= What is required =
Print all entries below exactly, without images.

= Supplied data =
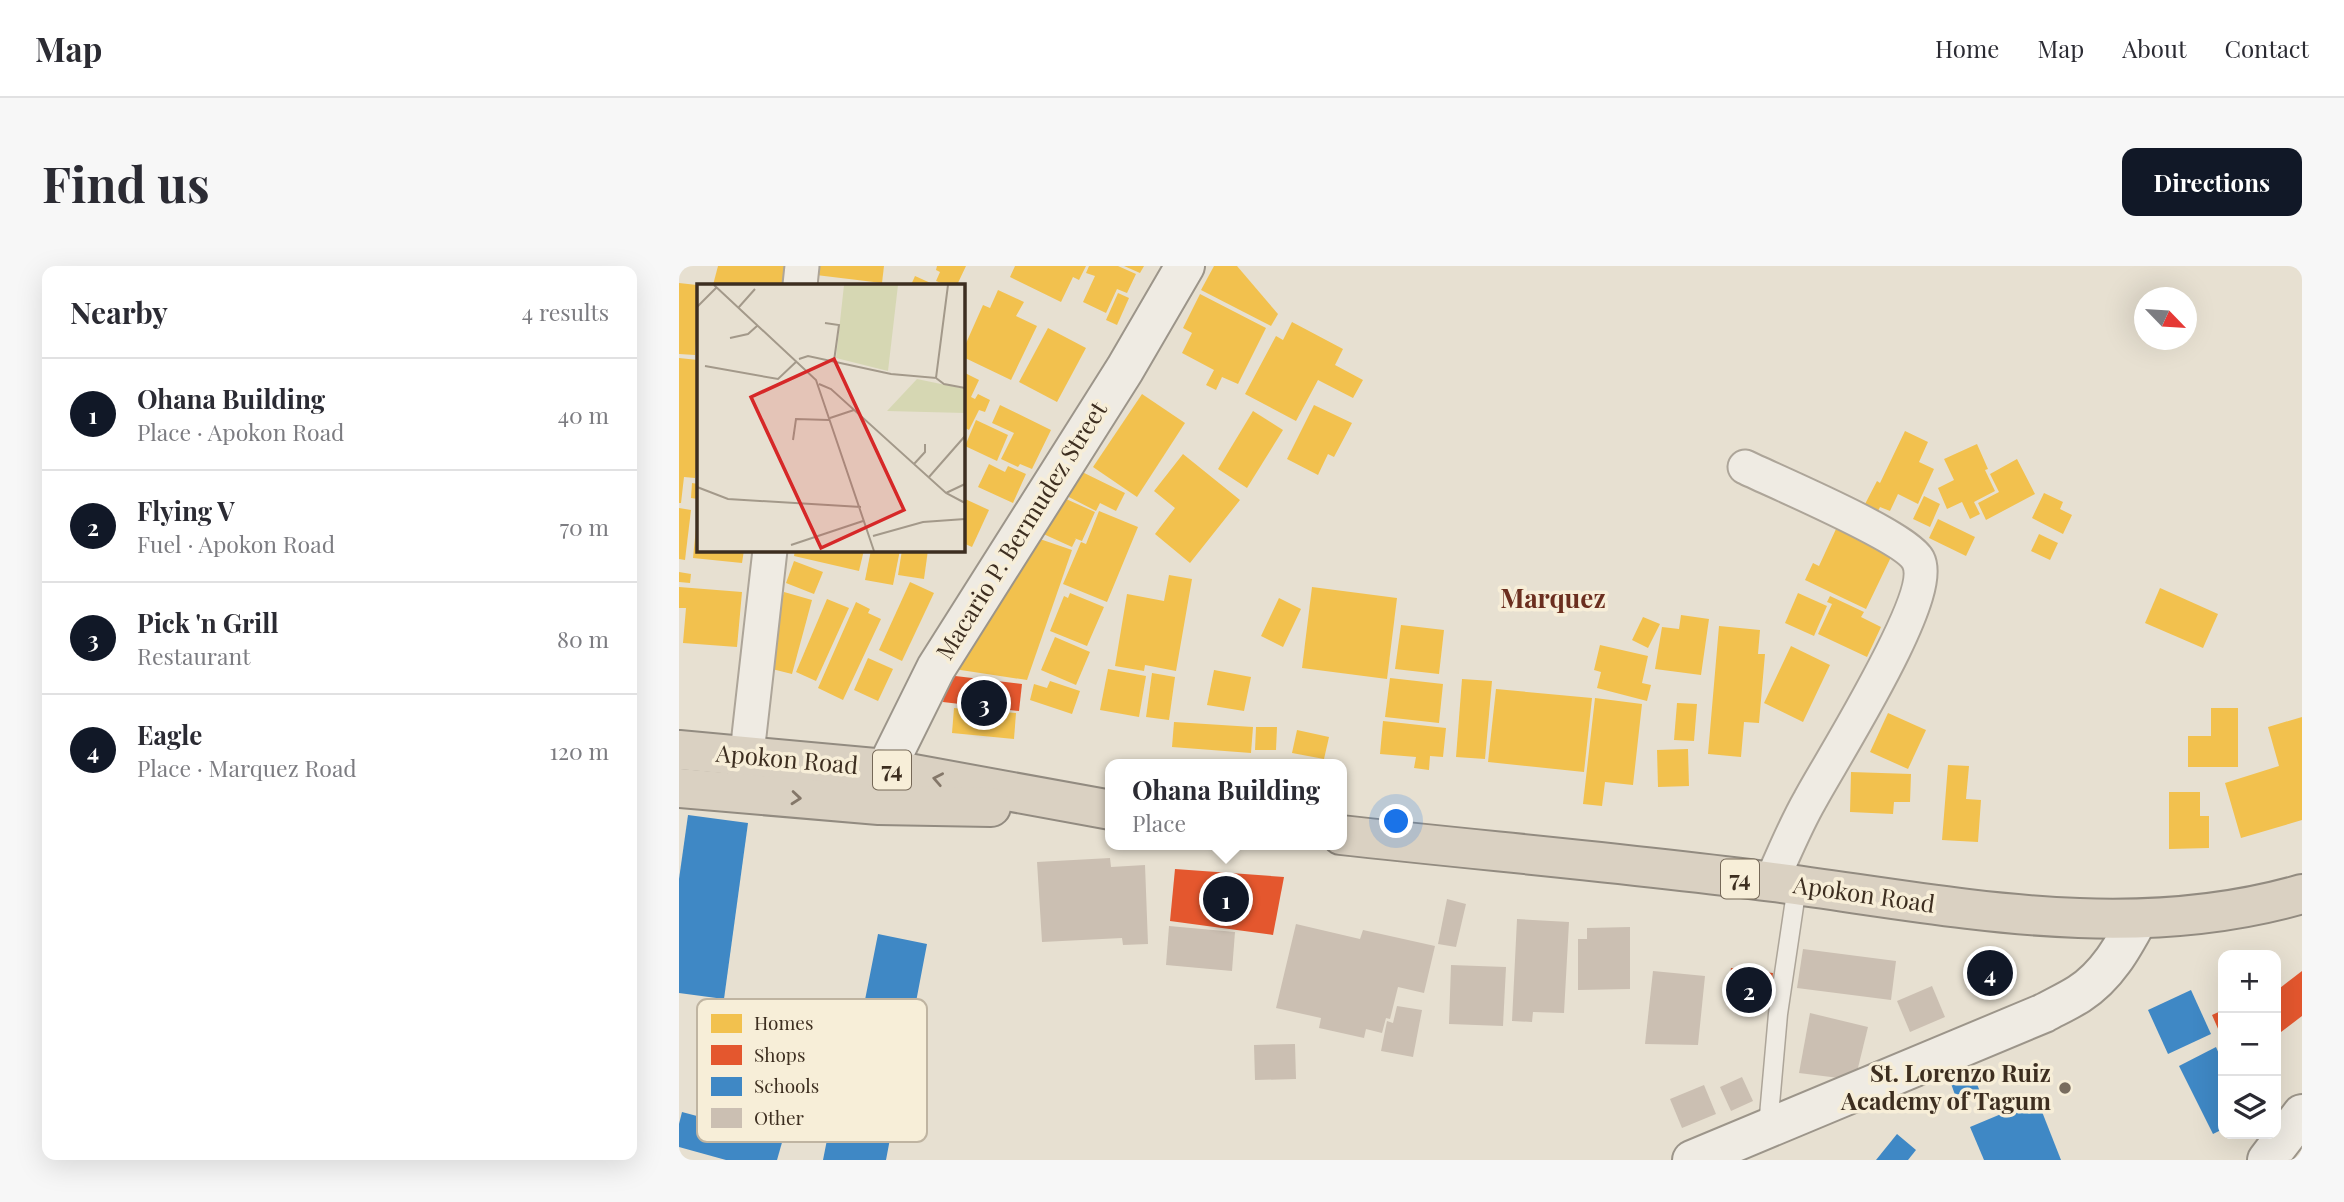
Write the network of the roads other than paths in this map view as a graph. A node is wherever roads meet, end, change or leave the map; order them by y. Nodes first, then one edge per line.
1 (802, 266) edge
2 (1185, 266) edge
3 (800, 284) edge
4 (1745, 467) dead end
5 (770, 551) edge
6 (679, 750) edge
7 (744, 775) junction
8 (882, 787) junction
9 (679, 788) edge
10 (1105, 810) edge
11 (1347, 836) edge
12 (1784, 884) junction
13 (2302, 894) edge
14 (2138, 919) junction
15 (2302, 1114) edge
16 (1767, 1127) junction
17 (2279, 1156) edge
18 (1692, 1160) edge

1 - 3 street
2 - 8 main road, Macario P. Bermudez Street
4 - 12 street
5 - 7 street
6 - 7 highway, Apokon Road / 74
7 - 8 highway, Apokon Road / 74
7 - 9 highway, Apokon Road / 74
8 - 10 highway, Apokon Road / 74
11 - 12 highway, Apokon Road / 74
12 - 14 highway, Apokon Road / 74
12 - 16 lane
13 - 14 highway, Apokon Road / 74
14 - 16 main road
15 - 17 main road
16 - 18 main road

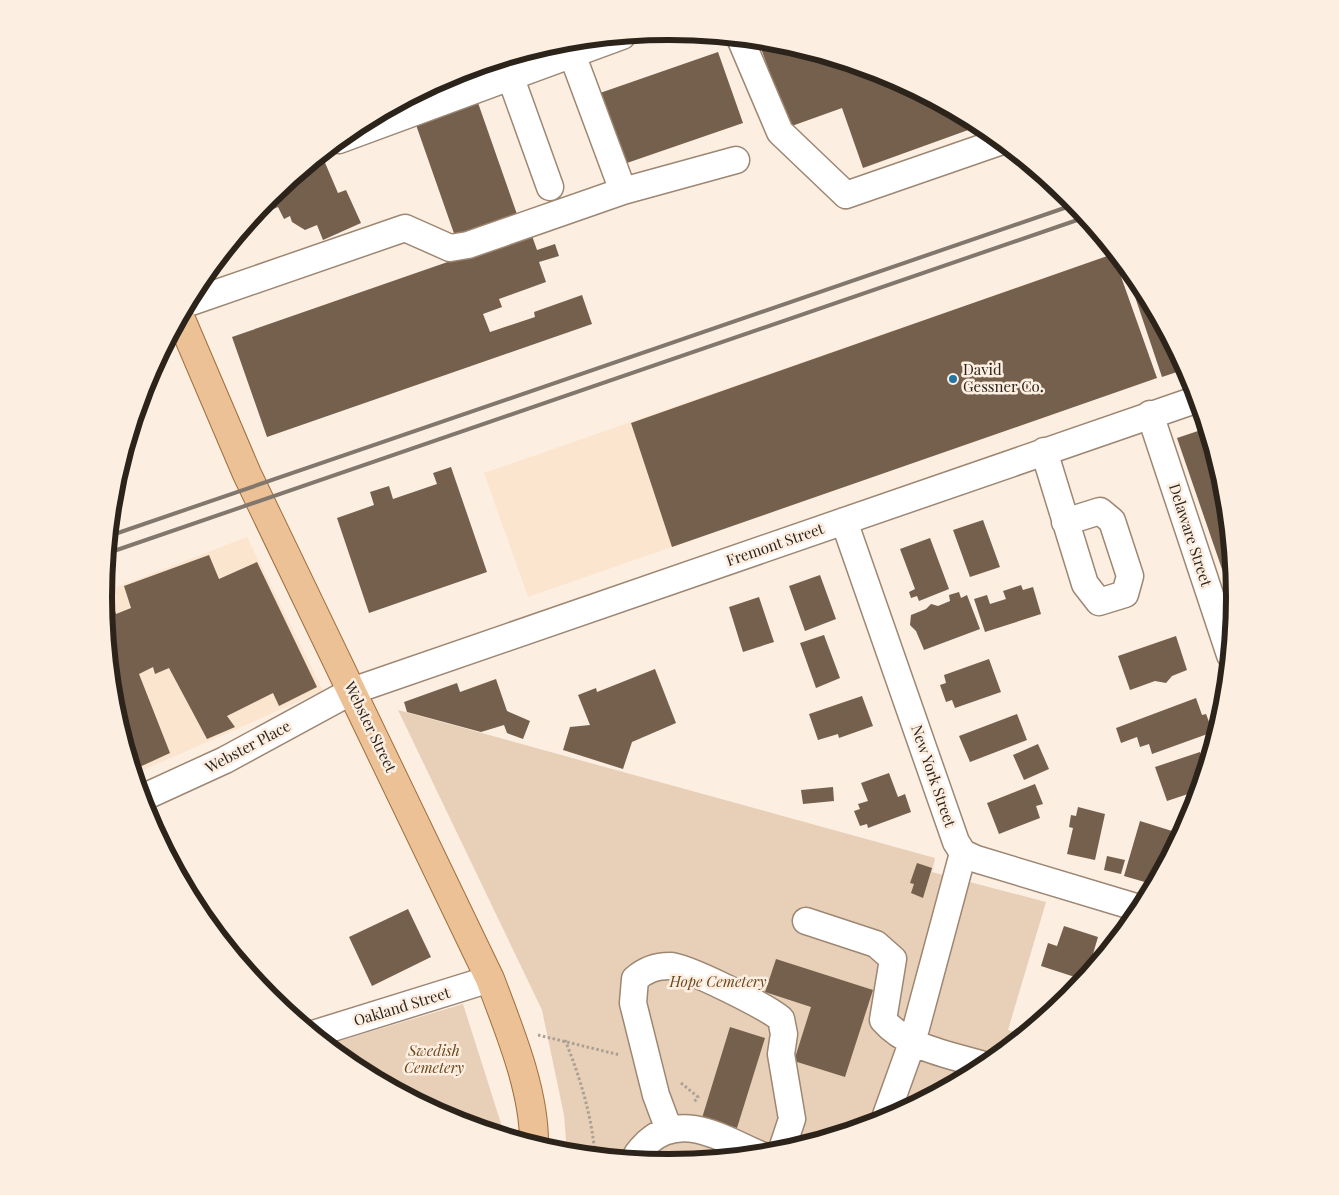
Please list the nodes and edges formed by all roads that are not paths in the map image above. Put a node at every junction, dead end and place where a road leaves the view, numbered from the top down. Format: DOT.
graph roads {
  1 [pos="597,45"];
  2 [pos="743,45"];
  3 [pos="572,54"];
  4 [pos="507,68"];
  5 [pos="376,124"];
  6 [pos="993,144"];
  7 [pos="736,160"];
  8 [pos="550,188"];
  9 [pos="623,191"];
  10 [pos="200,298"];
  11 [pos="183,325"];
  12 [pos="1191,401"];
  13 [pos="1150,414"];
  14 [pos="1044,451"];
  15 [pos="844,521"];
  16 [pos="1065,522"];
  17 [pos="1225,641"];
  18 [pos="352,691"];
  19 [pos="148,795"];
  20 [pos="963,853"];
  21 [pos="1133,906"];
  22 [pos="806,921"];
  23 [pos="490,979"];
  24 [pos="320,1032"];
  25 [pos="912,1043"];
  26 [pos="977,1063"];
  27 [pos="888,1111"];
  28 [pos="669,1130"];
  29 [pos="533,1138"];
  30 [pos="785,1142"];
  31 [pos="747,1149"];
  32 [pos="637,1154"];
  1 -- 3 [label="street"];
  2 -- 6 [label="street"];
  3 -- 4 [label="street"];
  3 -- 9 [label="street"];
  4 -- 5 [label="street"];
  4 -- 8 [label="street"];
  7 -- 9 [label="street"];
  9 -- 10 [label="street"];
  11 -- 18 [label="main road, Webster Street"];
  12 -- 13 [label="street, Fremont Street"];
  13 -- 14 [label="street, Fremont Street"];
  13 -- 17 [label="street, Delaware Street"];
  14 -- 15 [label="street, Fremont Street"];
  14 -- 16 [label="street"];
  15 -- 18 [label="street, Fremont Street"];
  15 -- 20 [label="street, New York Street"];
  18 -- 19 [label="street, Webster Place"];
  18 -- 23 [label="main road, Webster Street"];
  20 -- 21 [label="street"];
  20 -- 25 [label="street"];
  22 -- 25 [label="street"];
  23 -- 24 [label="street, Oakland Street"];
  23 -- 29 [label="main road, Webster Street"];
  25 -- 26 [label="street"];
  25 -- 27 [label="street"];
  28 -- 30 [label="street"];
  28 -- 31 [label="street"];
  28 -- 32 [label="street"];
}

= Answer section =
Write the network of the roads other than paths in this map view as a graph. A node is wherever roads meet, end, change or leave the map; order them by y. Nodes first, then one edge per line.
1 (802, 266) edge
2 (1185, 266) edge
3 (800, 284) edge
4 (1745, 467) dead end
5 (770, 551) edge
6 (679, 750) edge
7 (744, 775) junction
8 (882, 787) junction
9 (679, 788) edge
10 (1105, 810) edge
11 (1347, 836) edge
12 (1784, 884) junction
13 (2302, 894) edge
14 (2138, 919) junction
15 (2302, 1114) edge
16 (1767, 1127) junction
17 (2279, 1156) edge
18 (1692, 1160) edge

1 - 3 street
2 - 8 main road, Macario P. Bermudez Street
4 - 12 street
5 - 7 street
6 - 7 highway, Apokon Road / 74
7 - 8 highway, Apokon Road / 74
7 - 9 highway, Apokon Road / 74
8 - 10 highway, Apokon Road / 74
11 - 12 highway, Apokon Road / 74
12 - 14 highway, Apokon Road / 74
12 - 16 lane
13 - 14 highway, Apokon Road / 74
14 - 16 main road
15 - 17 main road
16 - 18 main road

Please list the nodes and edges formed by all roads that are not paths in the map image above. Put a node at every junction, dead end and place where a road leaves the view, numbered from the top down. Format: DOT.
graph roads {
  1 [pos="597,45"];
  2 [pos="743,45"];
  3 [pos="572,54"];
  4 [pos="507,68"];
  5 [pos="376,124"];
  6 [pos="993,144"];
  7 [pos="736,160"];
  8 [pos="550,188"];
  9 [pos="623,191"];
  10 [pos="200,298"];
  11 [pos="183,325"];
  12 [pos="1191,401"];
  13 [pos="1150,414"];
  14 [pos="1044,451"];
  15 [pos="844,521"];
  16 [pos="1065,522"];
  17 [pos="1225,641"];
  18 [pos="352,691"];
  19 [pos="148,795"];
  20 [pos="963,853"];
  21 [pos="1133,906"];
  22 [pos="806,921"];
  23 [pos="490,979"];
  24 [pos="320,1032"];
  25 [pos="912,1043"];
  26 [pos="977,1063"];
  27 [pos="888,1111"];
  28 [pos="669,1130"];
  29 [pos="533,1138"];
  30 [pos="785,1142"];
  31 [pos="747,1149"];
  32 [pos="637,1154"];
  1 -- 3 [label="street"];
  2 -- 6 [label="street"];
  3 -- 4 [label="street"];
  3 -- 9 [label="street"];
  4 -- 5 [label="street"];
  4 -- 8 [label="street"];
  7 -- 9 [label="street"];
  9 -- 10 [label="street"];
  11 -- 18 [label="main road, Webster Street"];
  12 -- 13 [label="street, Fremont Street"];
  13 -- 14 [label="street, Fremont Street"];
  13 -- 17 [label="street, Delaware Street"];
  14 -- 15 [label="street, Fremont Street"];
  14 -- 16 [label="street"];
  15 -- 18 [label="street, Fremont Street"];
  15 -- 20 [label="street, New York Street"];
  18 -- 19 [label="street, Webster Place"];
  18 -- 23 [label="main road, Webster Street"];
  20 -- 21 [label="street"];
  20 -- 25 [label="street"];
  22 -- 25 [label="street"];
  23 -- 24 [label="street, Oakland Street"];
  23 -- 29 [label="main road, Webster Street"];
  25 -- 26 [label="street"];
  25 -- 27 [label="street"];
  28 -- 30 [label="street"];
  28 -- 31 [label="street"];
  28 -- 32 [label="street"];
}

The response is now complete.